Three administrative essentials for a successful regulatory regime were also outlined:
The role of the private sector as competitive players in the risky and expensive exploration / mining sequence, and the clearly separated role of government as neutral creators and referees of the “rules of the game”, were also emphasized. The functions of a Geological Survey, a Mines (and Petroleum) Department, a Mining Cadaster/Registry unit and a mineral (and petroleum) investment / mineral (and petroleum) planning unit within this ideal private sector /government matrix was also outlined. (Slides 11,12 – Appendix 3)
At the conclusion of this Workshop, a list of Recommendations was adopted through the direction of Workshop Convener Dr. Dulip Jayawardena of the UN/ESCAP Secretariat. The priority Policy Session recommendations directly affecting the focus of this mission were:
The first recommendation will require further work on the mineral and geological database to allow more accurate analysis and promotion of those commodities having the highest development potential.
The second recommendation should be initiated in parallel with the third. (i.e.) during Cabinet and Parliamentary consideration of the draft mining law. In many more mature mining jurisdictions, the drafting of updated mining legislation is greatly impeded by historically ingrained administrative conflicts. A short list of such difficult problems includes:
|Contradictory Ministry mandates and responsibilities.|
|Overlapping jurisdictional controls|
|Misuse of political and legislated discretion|
|Conflict of interest with private sector by state-owned enterprises|
|Lack of formal inter-ministry communication links|
|Ineffective public education / involvement|
These corroding influences do not yet exist at this incipient, transitional stage of East Timor’s government management evolution. They should be recognized and neutralized by establishing innovative coordinating protocols endorsed by the highest levels of GOET.
The third Recommendation became the main focus of the mission and its preparation and submission is detailed in Section 4.0.
To be effective, the design of any mining legislation must now seriously address three 21st century universal principles:
|Increased international competition for mineral investment capital|
|Increased national and international pressure to protect the environment|
|Increased demands from local communities for greater involvement in decision-making and greater direct revenue sharing|
These principles are not confined to the mineral sector alone. They are some of the universally applicable consequences of the “globalization”, “sustainable development” and “people power” concepts that have grown simultaneously and exponentially over the past two decades. The importance of this new paradigm is clearly identified in the specific reference to each of these principles in Section 5 (Decentralization), Section 61 (Environment) and Section 140 (Investments) of the Constitution of the Democratic Republic of East Timor adopted in May 2002.

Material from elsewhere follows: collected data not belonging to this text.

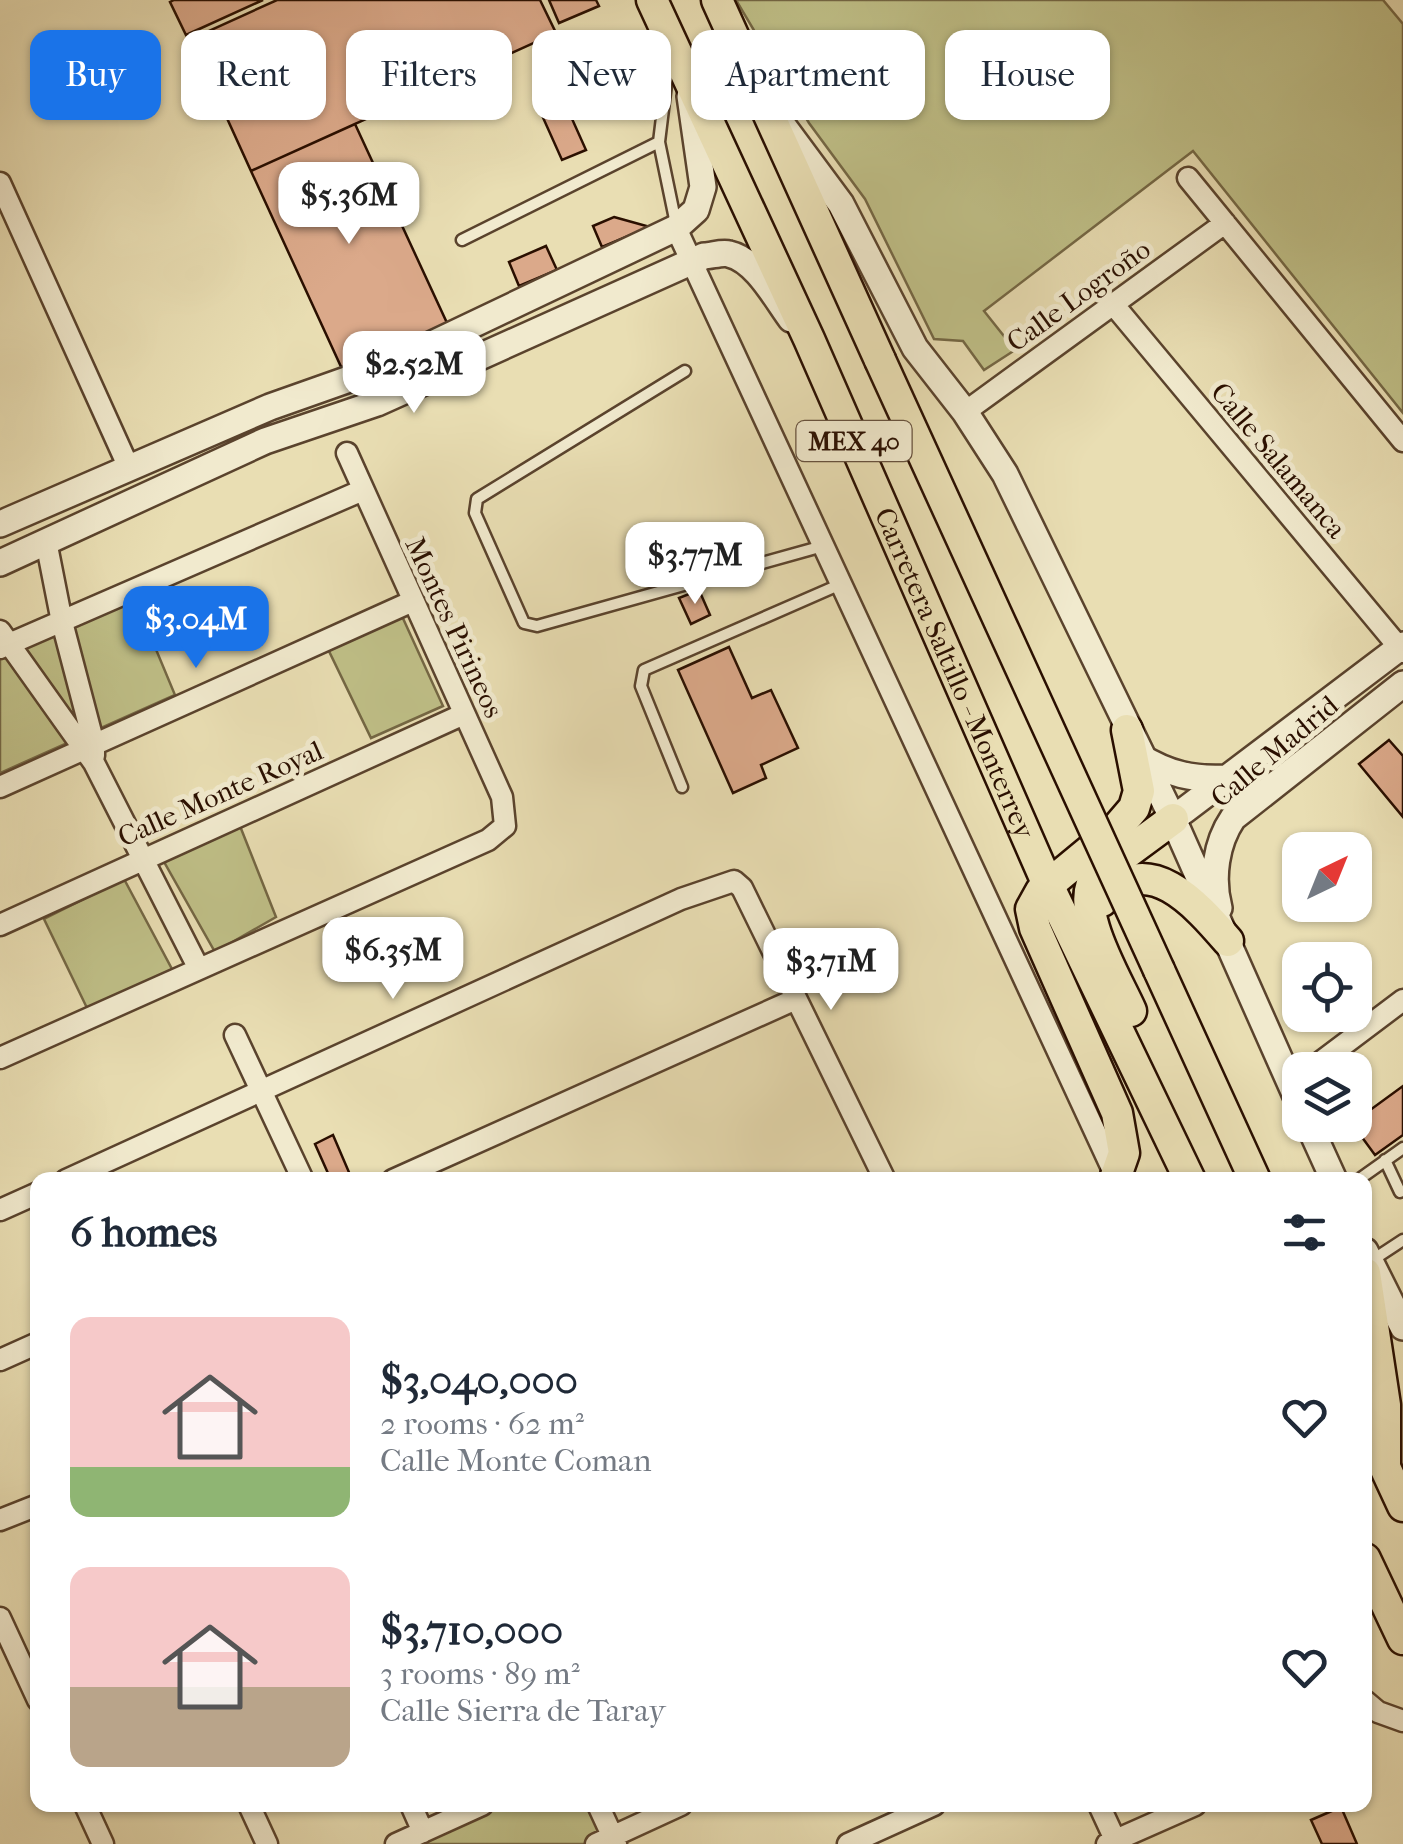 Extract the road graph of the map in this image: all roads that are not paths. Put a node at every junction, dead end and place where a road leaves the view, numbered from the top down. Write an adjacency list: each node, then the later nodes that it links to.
1 (652, 0): 3 (main road, Carretera Saltillo - Monterrey / MEX 40)
2 (717, 0): 4 (main road, MEX 40)
3 (667, 30)
4 (731, 30)
5 (671, 39): 6 (main road, Carretera Saltillo - Monterrey / MEX 40)
6 (686, 71): 14 (street); 18 (main road, Carretera Saltillo - Monterrey / MEX 40)
7 (662, 120): 10 (lane)
8 (772, 120): 66 (main road, MEX 40, bridge)
9 (778, 120): 20 (street)
10 (659, 142): 14 (lane); 15 (lane)
11 (1188, 178): 13 (street)
12 (0, 183): 23 (street)
13 (1225, 223): 17 (street, Calle Logroño); 21 (street)
14 (676, 228): 16 (street); 23 (street)
15 (462, 240)
16 (691, 262): 18 (street); 26 (street); 27 (street)
17 (1113, 304): 20 (street, Calle Logroño); 33 (street, Calle Salamanca)
18 (809, 339): 43 (main road, Carretera Saltillo - Monterrey / MEX 40)
19 (686, 371): 27 (lane)
20 (965, 412): 36 (street)
21 (1403, 441)
22 (346, 453): 24 (street, Montes Pirineos)
23 (129, 468): 25 (street)
24 (362, 490): 30 (street, Montes Pirineos); 31 (street)
25 (0, 524)
26 (46, 541): 28 (street); 31 (street)
27 (823, 546): 29 (street)
28 (0, 562)
29 (841, 584): 39 (lane); 62 (street)
30 (413, 602): 35 (street, Montes Pirineos); 37 (street)
31 (62, 622): 32 (street); 37 (street)
32 (3, 640): 37 (street)
33 (1402, 648): 38 (street, Calle Madrid)
34 (1403, 684): 46 (street, Calle Madrid)
35 (464, 714): 42 (street, Calle Monte Royal); 47 (street, Montes Pirineos)
36 (1133, 743): 38 (street); 41 (street); 43 (main road)
37 (90, 752): 40 (street); 42 (street)
38 (1227, 778): 41 (street, Calle Madrid)
39 (682, 786)
40 (0, 787)
41 (1172, 820): 45 (main road); 46 (street)
42 (140, 858): 44 (street, Calle Monte Royal); 47 (street)
43 (1048, 885): 63 (main road); 64 (main road, Carretera Saltillo - Monterrey / MEX 40)
44 (0, 925)
45 (1096, 931): 46 (main road); 65 (main road)
46 (1228, 941): 51 (street)
47 (199, 969): 53 (street)
48 (796, 999): 54 (street); 60 (street); 61 (street)
49 (1403, 1000): 52 (street)
50 (235, 1035): 54 (street)
51 (1284, 1052)
52 (1339, 1052)
53 (0, 1058)
54 (260, 1090): 58 (street); 59 (street)
55 (1317, 1142): 67 (street)
56 (1403, 1148): 57 (lane)
57 (1386, 1160): 68 (lane); 69 (lane)
58 (83, 1172)
59 (299, 1172)
60 (411, 1172)
61 (881, 1172)
62 (1114, 1172)
63 (1119, 1172)
64 (1190, 1172)
65 (1192, 1172)
66 (1252, 1172)
67 (1330, 1172)
68 (1369, 1172)
69 (1400, 1192)
70 (30, 1197): 71 (street)
71 (0, 1210)
72 (1403, 1240): 73 (lane)
73 (1372, 1259)
74 (1372, 1271): 76 (street)
75 (1372, 1302): 80 (main road)
76 (1403, 1327)
77 (30, 1347): 78 (street)
78 (0, 1360)
79 (1372, 1437): 80 (main road)
80 (1385, 1466): 81 (main road)
81 (1403, 1506)
82 (30, 1508): 83 (street)
83 (0, 1520)
84 (1372, 1574): 86 (main road)
85 (0, 1618): 87 (street)
86 (1403, 1638)
87 (30, 1683)
88 (1372, 1713): 89 (street)
89 (1403, 1722)
90 (88, 1812): 102 (street)
91 (252, 1812): 103 (street)
92 (414, 1812): 99 (street)
93 (467, 1812): 99 (street)
94 (600, 1812): 100 (street)
95 (667, 1812): 100 (street)
96 (919, 1812): 105 (street)
97 (1102, 1812): 101 (street)
98 (1180, 1812): 101 (street)
99 (423, 1832): 104 (street)
100 (608, 1842)
101 (1113, 1843)
102 (103, 1844)
103 (267, 1844)
104 (396, 1844)
105 (848, 1844)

The incorporation of the three principles into a first draft Mines and Minerals Management Law (MMML), attached as Appendix 4, was the overriding premise in its preparation. The choice of the law’s title is intended to reflect this new paradigm as contrasted with the traditional “mining law” nomenclature. The three principles are specifically addressed in MMML Part III – Investment Stabilization Agreements; Part V- Protection of the Environment; and Part VI - Local Community Sustainable Mining Partnerships. It was also necessary to incorporate numerous well-established “international best practices” from other currently successful mining laws. In this context, two competitively successful provisions first established for foreign investors in Indonesian Mining Law No.11, 1967, namely, conjunctive mineral title and fixed term tax stabilization, have been included in a modified and non-discriminatory manner better fitting current international norms. In fact, the most successful mining jurisdictions have refined these two original Indonesian inventions into investor-attractive provisions in their present laws.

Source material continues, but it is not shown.